== Segment start ==
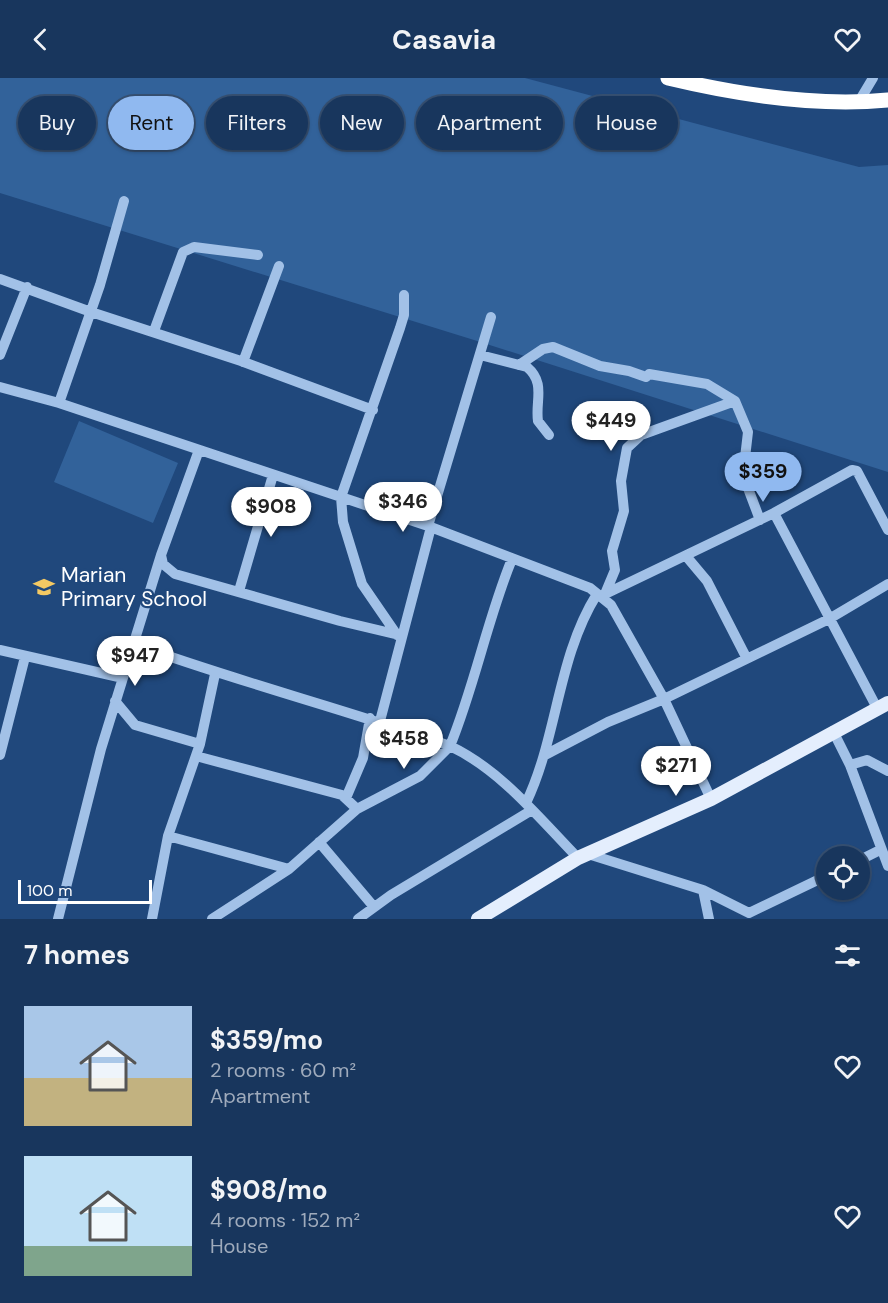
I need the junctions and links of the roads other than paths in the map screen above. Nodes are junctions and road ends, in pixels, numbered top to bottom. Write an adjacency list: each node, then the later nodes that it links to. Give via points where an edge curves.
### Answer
1 (668, 78): 4 (highway, via 784,99)
2 (873, 78): 4 (street)
3 (888, 100): 4 (highway)
4 (858, 102)
5 (124, 201): 11 (street)
6 (258, 255): 13 (street, via 194,247 183,252)
7 (279, 266): 16 (street)
8 (0, 279): 9 (street)
9 (27, 287): 11 (street); 14 (street)
10 (404, 295): 21 (street, via 402,322)
11 (91, 312): 13 (street); 20 (street)
12 (492, 317): 15 (street)
13 (154, 331): 16 (street)
14 (0, 355)
15 (480, 355): 17 (street); 28 (street)
16 (243, 362): 21 (street)
17 (519, 365): 19 (street, via 553,347 600,366 707,384); 22 (street, via 530,369 540,387 537,417)
18 (0, 387): 20 (street)
19 (735, 400): 27 (street, via 748,432 743,475); 35 (street, via 641,435 627,448 621,481 624,511 612,551 615,570)
20 (59, 404): 23 (street)
21 (373, 410): 25 (street)
22 (549, 435)
23 (199, 450): 24 (street); 30 (street)
24 (273, 475): 25 (street); 34 (street)
25 (341, 497): 28 (street); 37 (street, via 343,522 362,584)
26 (774, 513): 27 (street); 29 (street, via 854,470); 36 (street)
27 (760, 520): 31 (street)
28 (429, 527): 32 (street); 37 (street)
29 (888, 530)
30 (161, 555): 34 (street, via 163,564 175,574); 38 (street)
31 (686, 556): 35 (street); 41 (street, via 707,582)
32 (512, 559): 35 (street); 51 (street, via 467,706)
33 (888, 584): 36 (street)
34 (239, 591): 37 (street)
35 (601, 595): 44 (street); 53 (street, via 580,624 561,681)
36 (829, 619): 41 (street); 46 (street)
37 (400, 635): 47 (street)
38 (134, 644): 42 (street); 43 (street)
39 (0, 650): 40 (street)
40 (25, 657): 43 (street); 48 (street)
41 (746, 657): 44 (street)
42 (215, 674): 47 (street); 50 (street)
43 (123, 678): 45 (street)
44 (664, 699): 53 (street, via 608,722); 58 (street)
45 (115, 701): 50 (street, via 135,725); 71 (street)
46 (883, 705): 49 (main road)
47 (375, 719): 51 (street); 57 (street)
48 (4, 722): 52 (street)
49 (832, 731): 55 (street); 58 (main road)
50 (200, 744): 54 (street)
51 (450, 746): 59 (street, via 473,758); 60 (street, via 420,776)
52 (0, 755)
53 (545, 755): 59 (street)
54 (196, 756): 57 (street); 61 (street)
55 (850, 765): 56 (street, via 867,760); 63 (street)
56 (888, 771)
57 (346, 798): 60 (street)
58 (711, 799): 65 (main road)
59 (529, 806): 65 (street); 70 (street)
60 (357, 810): 62 (street)
61 (168, 836): 67 (street); 72 (street)
62 (320, 842): 67 (street); 70 (street)
63 (880, 850): 64 (street); 66 (street)
64 (870, 855)
65 (583, 856): 69 (street); 75 (main road)
66 (888, 866)
67 (290, 869): 73 (street)
68 (816, 881): 69 (street, via 749,913)
69 (704, 890): 76 (street)
70 (374, 907): 74 (street)
71 (58, 919)
72 (152, 919)
73 (213, 919)
74 (358, 919)
75 (478, 919)
76 (709, 919)

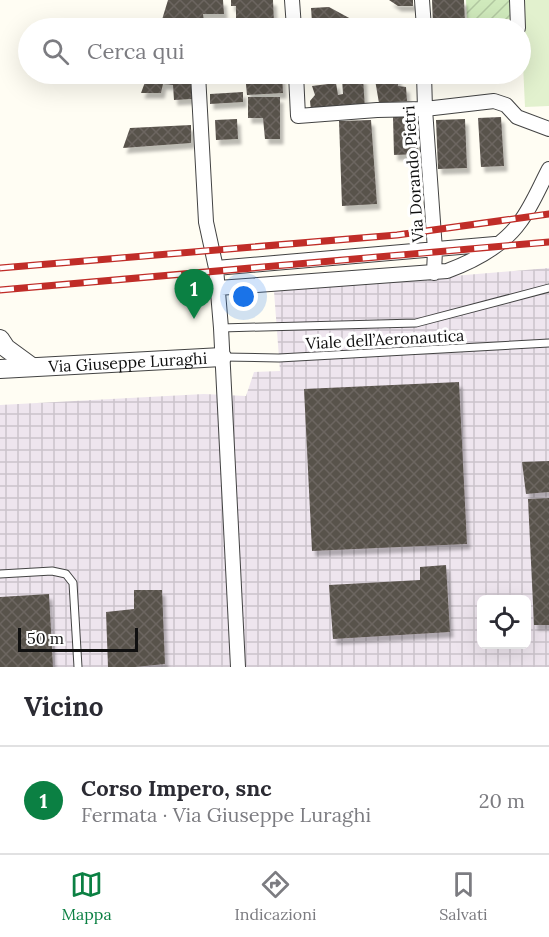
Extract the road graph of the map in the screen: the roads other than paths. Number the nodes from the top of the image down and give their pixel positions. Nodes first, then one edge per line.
1 (292, 0) edge
2 (422, 0) edge
3 (517, 0) edge
4 (293, 18) edge
5 (423, 18) edge
6 (518, 18) edge
7 (199, 84) edge
8 (296, 84) edge
9 (424, 84) edge
10 (425, 109) junction
11 (549, 129) edge
12 (549, 169) edge
13 (502, 240) junction
14 (435, 250) junction
15 (216, 268) junction
16 (434, 273) junction
17 (218, 288) junction
18 (549, 288) edge
19 (221, 328) junction
20 (0, 339) edge
21 (549, 343) edge
22 (222, 357) junction
23 (32, 367) junction
24 (5, 370) edge
25 (0, 574) edge
26 (78, 667) edge
27 (238, 667) edge

1 - 4 street
2 - 5 street
3 - 6 street
7 - 15 street
8 - 10 street
9 - 10 street, Via Dorando Pietri
10 - 11 street
10 - 14 street, Via Dorando Pietri
12 - 13 street
13 - 14 street
13 - 16 street
14 - 15 street
14 - 16 street, Via Dorando Pietri
15 - 17 street
16 - 17 street
17 - 19 street
18 - 19 lane, Viale dell’Aeronautica
19 - 22 street
20 - 23 street, Via Giuseppe Luraghi
21 - 22 lane, Viale dell’Aeronautica
22 - 23 street, Via Giuseppe Luraghi
22 - 27 street
23 - 24 street, Via Giuseppe Luraghi
25 - 26 lane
== Segment end ==
HOW TO COMPLETE THIS TASK: Pictures stay out; reproduce every line of the records exactly.

SOLUTION TO THIS TASK:
I need the junctions and links of the roads other than paths in the map screen above. Nodes are junctions and road ends, in pixels, numbered top to bottom. Write an adjacency list: each node, then the later nodes that it links to. Give via points where an edge curves.
### Answer
1 (668, 78): 4 (highway, via 784,99)
2 (873, 78): 4 (street)
3 (888, 100): 4 (highway)
4 (858, 102)
5 (124, 201): 11 (street)
6 (258, 255): 13 (street, via 194,247 183,252)
7 (279, 266): 16 (street)
8 (0, 279): 9 (street)
9 (27, 287): 11 (street); 14 (street)
10 (404, 295): 21 (street, via 402,322)
11 (91, 312): 13 (street); 20 (street)
12 (492, 317): 15 (street)
13 (154, 331): 16 (street)
14 (0, 355)
15 (480, 355): 17 (street); 28 (street)
16 (243, 362): 21 (street)
17 (519, 365): 19 (street, via 553,347 600,366 707,384); 22 (street, via 530,369 540,387 537,417)
18 (0, 387): 20 (street)
19 (735, 400): 27 (street, via 748,432 743,475); 35 (street, via 641,435 627,448 621,481 624,511 612,551 615,570)
20 (59, 404): 23 (street)
21 (373, 410): 25 (street)
22 (549, 435)
23 (199, 450): 24 (street); 30 (street)
24 (273, 475): 25 (street); 34 (street)
25 (341, 497): 28 (street); 37 (street, via 343,522 362,584)
26 (774, 513): 27 (street); 29 (street, via 854,470); 36 (street)
27 (760, 520): 31 (street)
28 (429, 527): 32 (street); 37 (street)
29 (888, 530)
30 (161, 555): 34 (street, via 163,564 175,574); 38 (street)
31 (686, 556): 35 (street); 41 (street, via 707,582)
32 (512, 559): 35 (street); 51 (street, via 467,706)
33 (888, 584): 36 (street)
34 (239, 591): 37 (street)
35 (601, 595): 44 (street); 53 (street, via 580,624 561,681)
36 (829, 619): 41 (street); 46 (street)
37 (400, 635): 47 (street)
38 (134, 644): 42 (street); 43 (street)
39 (0, 650): 40 (street)
40 (25, 657): 43 (street); 48 (street)
41 (746, 657): 44 (street)
42 (215, 674): 47 (street); 50 (street)
43 (123, 678): 45 (street)
44 (664, 699): 53 (street, via 608,722); 58 (street)
45 (115, 701): 50 (street, via 135,725); 71 (street)
46 (883, 705): 49 (main road)
47 (375, 719): 51 (street); 57 (street)
48 (4, 722): 52 (street)
49 (832, 731): 55 (street); 58 (main road)
50 (200, 744): 54 (street)
51 (450, 746): 59 (street, via 473,758); 60 (street, via 420,776)
52 (0, 755)
53 (545, 755): 59 (street)
54 (196, 756): 57 (street); 61 (street)
55 (850, 765): 56 (street, via 867,760); 63 (street)
56 (888, 771)
57 (346, 798): 60 (street)
58 (711, 799): 65 (main road)
59 (529, 806): 65 (street); 70 (street)
60 (357, 810): 62 (street)
61 (168, 836): 67 (street); 72 (street)
62 (320, 842): 67 (street); 70 (street)
63 (880, 850): 64 (street); 66 (street)
64 (870, 855)
65 (583, 856): 69 (street); 75 (main road)
66 (888, 866)
67 (290, 869): 73 (street)
68 (816, 881): 69 (street, via 749,913)
69 (704, 890): 76 (street)
70 (374, 907): 74 (street)
71 (58, 919)
72 (152, 919)
73 (213, 919)
74 (358, 919)
75 (478, 919)
76 (709, 919)

Extract the road graph of the map in the screen: the roads other than paths. Number the nodes from the top of the image down and give their pixel positions. Nodes first, then one edge per line.
1 (292, 0) edge
2 (422, 0) edge
3 (517, 0) edge
4 (293, 18) edge
5 (423, 18) edge
6 (518, 18) edge
7 (199, 84) edge
8 (296, 84) edge
9 (424, 84) edge
10 (425, 109) junction
11 (549, 129) edge
12 (549, 169) edge
13 (502, 240) junction
14 (435, 250) junction
15 (216, 268) junction
16 (434, 273) junction
17 (218, 288) junction
18 (549, 288) edge
19 (221, 328) junction
20 (0, 339) edge
21 (549, 343) edge
22 (222, 357) junction
23 (32, 367) junction
24 (5, 370) edge
25 (0, 574) edge
26 (78, 667) edge
27 (238, 667) edge

1 - 4 street
2 - 5 street
3 - 6 street
7 - 15 street
8 - 10 street
9 - 10 street, Via Dorando Pietri
10 - 11 street
10 - 14 street, Via Dorando Pietri
12 - 13 street
13 - 14 street
13 - 16 street
14 - 15 street
14 - 16 street, Via Dorando Pietri
15 - 17 street
16 - 17 street
17 - 19 street
18 - 19 lane, Viale dell’Aeronautica
19 - 22 street
20 - 23 street, Via Giuseppe Luraghi
21 - 22 lane, Viale dell’Aeronautica
22 - 23 street, Via Giuseppe Luraghi
22 - 27 street
23 - 24 street, Via Giuseppe Luraghi
25 - 26 lane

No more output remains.